Boasting just 32 seats and a steam-punk décor, Ruxbin is quickly establishing itself as one of Chicago’s premier eateries. And that’s saying a lot in a city known for its food.  After honing his trade in New York and Los Angeles, Chef Edward Kim has finally graced his hometown with this American bistro sitting near the border of the neighborhoods of West Town and Wicker Park. Kim, a Chicago native himself, drew from influences ranging from French technique to his own Korean background to create a truly unique restaurant. Unsurprisingly, there’s often a line found out front as the restaurant only takes reservations on Sundays. What you won’t find, however, are many unsatisfied patrons.

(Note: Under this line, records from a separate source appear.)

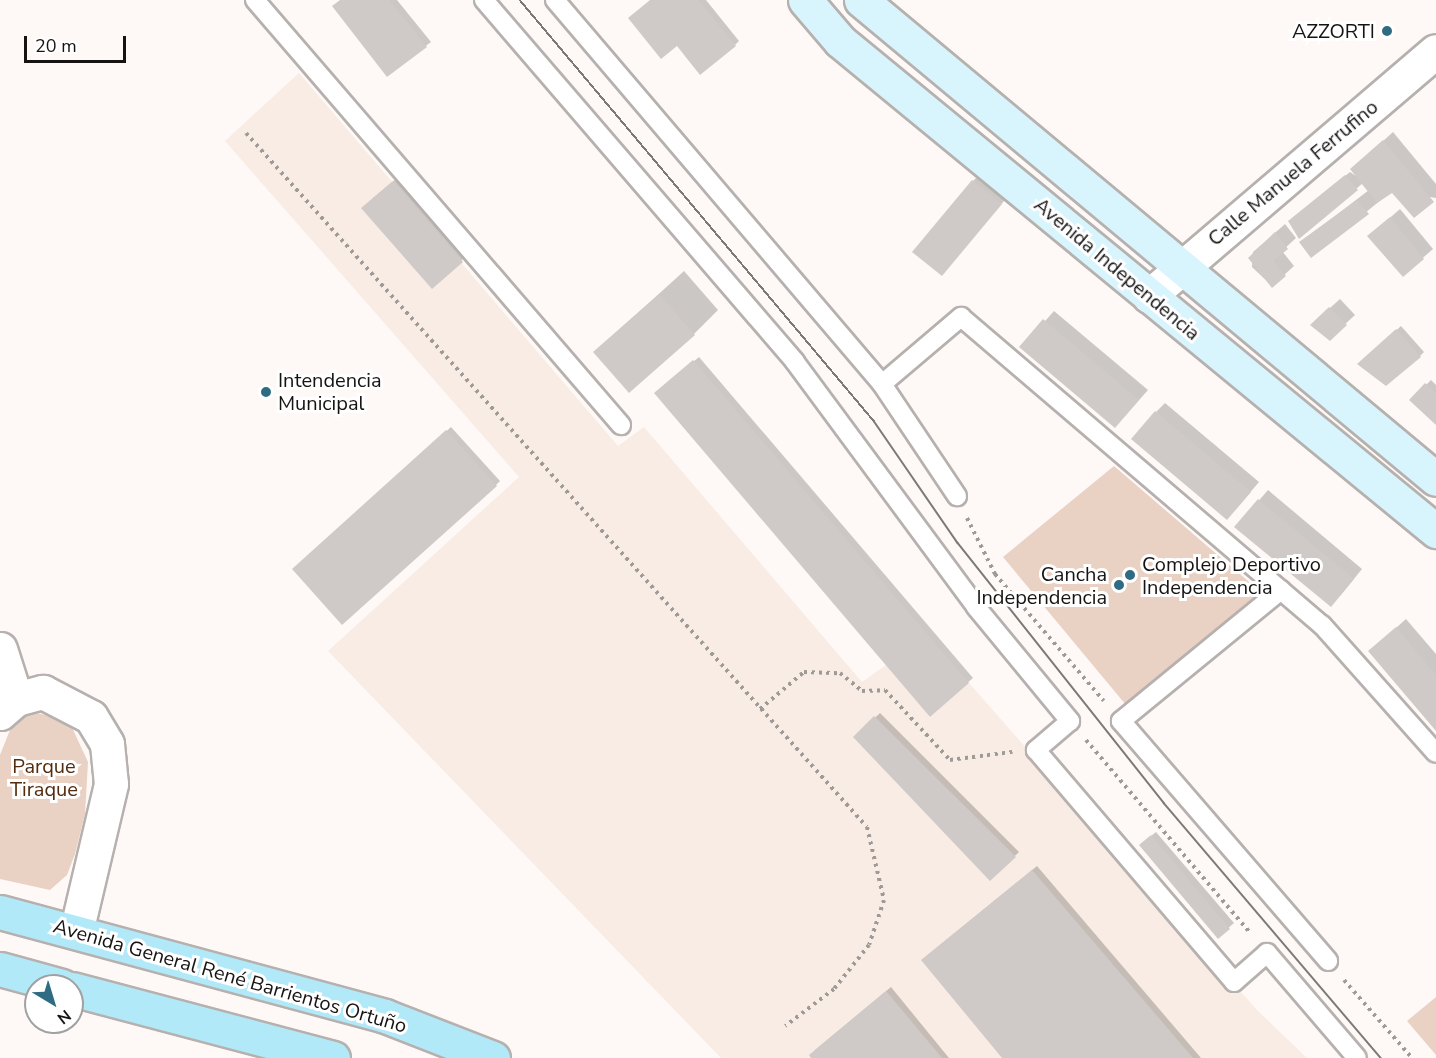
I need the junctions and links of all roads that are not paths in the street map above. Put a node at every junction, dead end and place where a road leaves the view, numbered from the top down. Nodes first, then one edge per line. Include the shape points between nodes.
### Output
1 (255, 0) edge
2 (484, 0) edge
3 (555, 0) edge
4 (805, 0) edge
5 (861, 0) edge
6 (1436, 51) edge
7 (1181, 268) junction
8 (1149, 296) junction
9 (882, 384) junction
10 (621, 425) dead end
11 (1436, 479) edge
12 (957, 496) road end
13 (1436, 531) edge
14 (1281, 590) junction
15 (0, 649) edge
16 (8, 706) edge
17 (1436, 753) edge
18 (0, 912) edge
19 (76, 932) junction
20 (1328, 962) road end
21 (0, 969) edge
22 (24, 976) edge
23 (84, 991) edge
24 (333, 1058) edge
25 (493, 1058) edge
26 (1357, 1058) edge

1 - 10 lane
2 - 26 lane via 795,362 976,607 1070,721 1036,750 1234,982 1267,953
3 - 9 lane
4 - 8 main road, Avenida Independencia via 840,41
5 - 7 main road, Avenida Independencia
6 - 7 street, Calle Manuela Ferrufino
7 - 8 street, Calle Manuela Ferrufino
7 - 11 main road, Avenida Independencia
8 - 13 main road, Avenida Independencia
9 - 12 lane
9 - 14 lane via 962,317
14 - 17 lane via 1322,625
14 - 20 lane via 1121,721
15 - 16 street
16 - 19 street via 43,692 71,703 91,717 107,744 111,784
18 - 19 main road, Avenida General René Barrientos Ortuño
19 - 25 main road, Avenida General René Barrientos Ortuño via 385,1016
21 - 22 main road
23 - 24 main road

Another thing you won’t find is a wine list. Due to a zoning irregularity, Ruxbin is not allowed to sell alcohol to its customers. So to make do, the restaurant is BYOB; or, in other words, the wine list is just as good as you want it to be.  But, patrons should be sure to check the menu first as it is updated daily. Octopus salads, short ribs over ramen risotto, black cod and garlic fries, are the signature dishes of the restaurant, so plan your spirits accordingly. Guests of Ruxbin should also be advised to leave room for dessert. With items such as pineapple upside down cake and bacon cotton candy, there’s plenty of motivation to stick around through the encore.

Ruxbin treats the word restaurant, as its origins intend, to restore. Moderately priced, with entrees ranging from $22 to $30, the eatery is affordably delicious. And to that end, those who leave will feel well fed and refreshed. What’s more they’ll find it’s worth the wait.